Los Angeles County’s war on private property rights

If there was a kit to build a free country, the three biggest pieces in the box would be the fundamental rights to life, liberty and property.

After the U.S. Civil War, the framers of the Fourteenth Amendment and the concurrent Civil Rights Act of 1866 sought to secure these rights for the freed slaves by guaranteeing them to every person. Property rights were explained as the right “to inherit, purchase, lease, sell, hold, and convey real and personal property.”  

These rights belong to individuals, not to communities, and not to activists seeking to remake society into the socialist hellhole they know it can be if they can just control three votes on the five-member Los Angeles County Board of Supervisors.

On June 25, the Board of Supervisors is set to consider a motion by Supervisor Hilda Solis to advance a “Community Opportunity to Purchase Act Program for Unincorporated Los Angeles County.”

Solis is proposing a “policy intervention” to prevent “potential displacement risks” from rising real estate values. The problem, as she sees it, is that the owners of apartment buildings can sell them to anyone they choose.

Her solution is TOPA and COPA, acronyms that stand for “Tenant Opportunity to Purchase” and “Community Opportunity to Purchase.”

Because tenants typically don’t have enough money to buy the apartment building in which they live, a “Community Opportunity to Purchase” program would use other people’s money to buy the building.

The “COPA Program operates alongside the TOPA Program by granting similar purchase rights to mission‑driven affordable housing organizations — such as community land trusts and nonprofit developers — who can acquire and preserve properties when tenants lack the resources to purchase directly,” the Solis motion states.

Whenever you hear about a “housing bond,” that’s the government borrowing money to give out grants and contracts to the type of entities that Solis is trying to empower with “purchase rights.” Local bonds are repaid, with interest, by placing charges on property tax bills for 20 to 40 years. State general obligation bonds are repaid from the state treasury, displacing other budget priorities that might have been funded if there wasn’t so much debt (plus interest) to repay first.

But even a flood of your tax dollars isn’t enough to make TOPA/COPA into a viable plan. That’s because property owners are free – there’s that word again – to sell their properties without first waiting for the “community” to go through a decision-making process to approve the purchase and funding.

A 2023 report by the county’s Department of Consumer and Business Affairs, cited by Solis, says “the housing stock” in the unincorporated county area totals 293,000 housing “units,” of which 110,000 are renter-occupied. Single-family homes account for the majority, 59,800 tenant households. The next largest category, housing 31,500 tenant households, is “properties with more than five units.”

Tenant-occupied properties have owners (even when the owners are corporations owned by individuals) who have the right under the law to “lease, sell, hold, and convey” their property.

Solis wants to impede those rights. Her motion before the Board of Supervisors would direct various county departments to write an ordinance within 180 days to require “registration” of properties with five or more units, and mobile home parks, in order to “monitor sale transactions” and notify “qualified mission-driven purchasers.”

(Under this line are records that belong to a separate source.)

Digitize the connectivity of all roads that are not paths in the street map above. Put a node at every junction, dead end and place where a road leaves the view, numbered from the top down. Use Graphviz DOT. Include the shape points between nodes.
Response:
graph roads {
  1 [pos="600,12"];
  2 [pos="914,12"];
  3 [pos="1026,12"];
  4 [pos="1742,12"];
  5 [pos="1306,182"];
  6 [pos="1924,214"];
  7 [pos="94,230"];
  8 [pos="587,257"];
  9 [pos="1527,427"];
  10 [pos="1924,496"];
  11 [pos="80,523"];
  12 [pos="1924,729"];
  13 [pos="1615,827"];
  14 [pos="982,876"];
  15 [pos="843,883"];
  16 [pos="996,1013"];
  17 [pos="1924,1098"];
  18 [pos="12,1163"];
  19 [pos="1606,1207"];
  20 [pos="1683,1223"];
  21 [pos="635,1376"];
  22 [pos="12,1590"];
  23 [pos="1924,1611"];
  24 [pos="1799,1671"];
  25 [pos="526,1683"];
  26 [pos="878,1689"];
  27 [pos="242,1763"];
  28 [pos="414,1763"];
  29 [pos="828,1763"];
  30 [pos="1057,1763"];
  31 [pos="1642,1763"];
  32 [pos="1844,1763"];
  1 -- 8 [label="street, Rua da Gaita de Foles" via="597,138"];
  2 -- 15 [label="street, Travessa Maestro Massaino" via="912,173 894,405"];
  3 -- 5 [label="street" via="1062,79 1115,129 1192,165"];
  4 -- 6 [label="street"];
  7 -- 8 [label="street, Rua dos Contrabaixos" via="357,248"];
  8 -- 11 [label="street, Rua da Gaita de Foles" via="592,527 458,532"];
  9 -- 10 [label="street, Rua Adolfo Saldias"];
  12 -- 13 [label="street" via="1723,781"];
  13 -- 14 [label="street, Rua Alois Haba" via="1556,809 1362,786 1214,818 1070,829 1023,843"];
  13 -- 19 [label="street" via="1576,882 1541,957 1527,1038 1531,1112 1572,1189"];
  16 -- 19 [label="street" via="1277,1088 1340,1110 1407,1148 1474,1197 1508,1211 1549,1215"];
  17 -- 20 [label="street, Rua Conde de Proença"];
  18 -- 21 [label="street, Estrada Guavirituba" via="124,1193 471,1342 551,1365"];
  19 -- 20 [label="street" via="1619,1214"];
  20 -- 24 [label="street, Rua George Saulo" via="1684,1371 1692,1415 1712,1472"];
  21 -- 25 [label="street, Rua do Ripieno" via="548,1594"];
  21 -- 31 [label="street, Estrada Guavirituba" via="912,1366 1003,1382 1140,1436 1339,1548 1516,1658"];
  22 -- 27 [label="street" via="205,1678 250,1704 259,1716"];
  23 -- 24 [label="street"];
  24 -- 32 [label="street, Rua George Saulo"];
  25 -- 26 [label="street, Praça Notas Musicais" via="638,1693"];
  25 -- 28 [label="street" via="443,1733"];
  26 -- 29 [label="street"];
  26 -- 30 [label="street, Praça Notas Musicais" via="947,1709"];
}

The ordinance would “develop procedures for implementation and enforcement” and “include budgetary and staffing considerations.”

The county CEO is directed to report back on potential “funding sources,” which generally means borrowed money or tax increases.

The purpose of the COPA program is to prevent the sale of apartment buildings until “community” buyers have a chance to work out their own offer, which could take many months. This process could easily hold properties hostage, with ransom payments offering the only escape.

Not only does this barrier to sales infringe fundamental property rights, it sends a message to housing investors to stay out of Los Angeles County and build beautiful new apartments someplace else, where they’re free to buy and sell property, while Los Angeles stagnates.

This is how government force drives down the quality of life, and how freedom enables prosperity.

We’ll see which one has three votes on the L.A. County Board of Supervisors.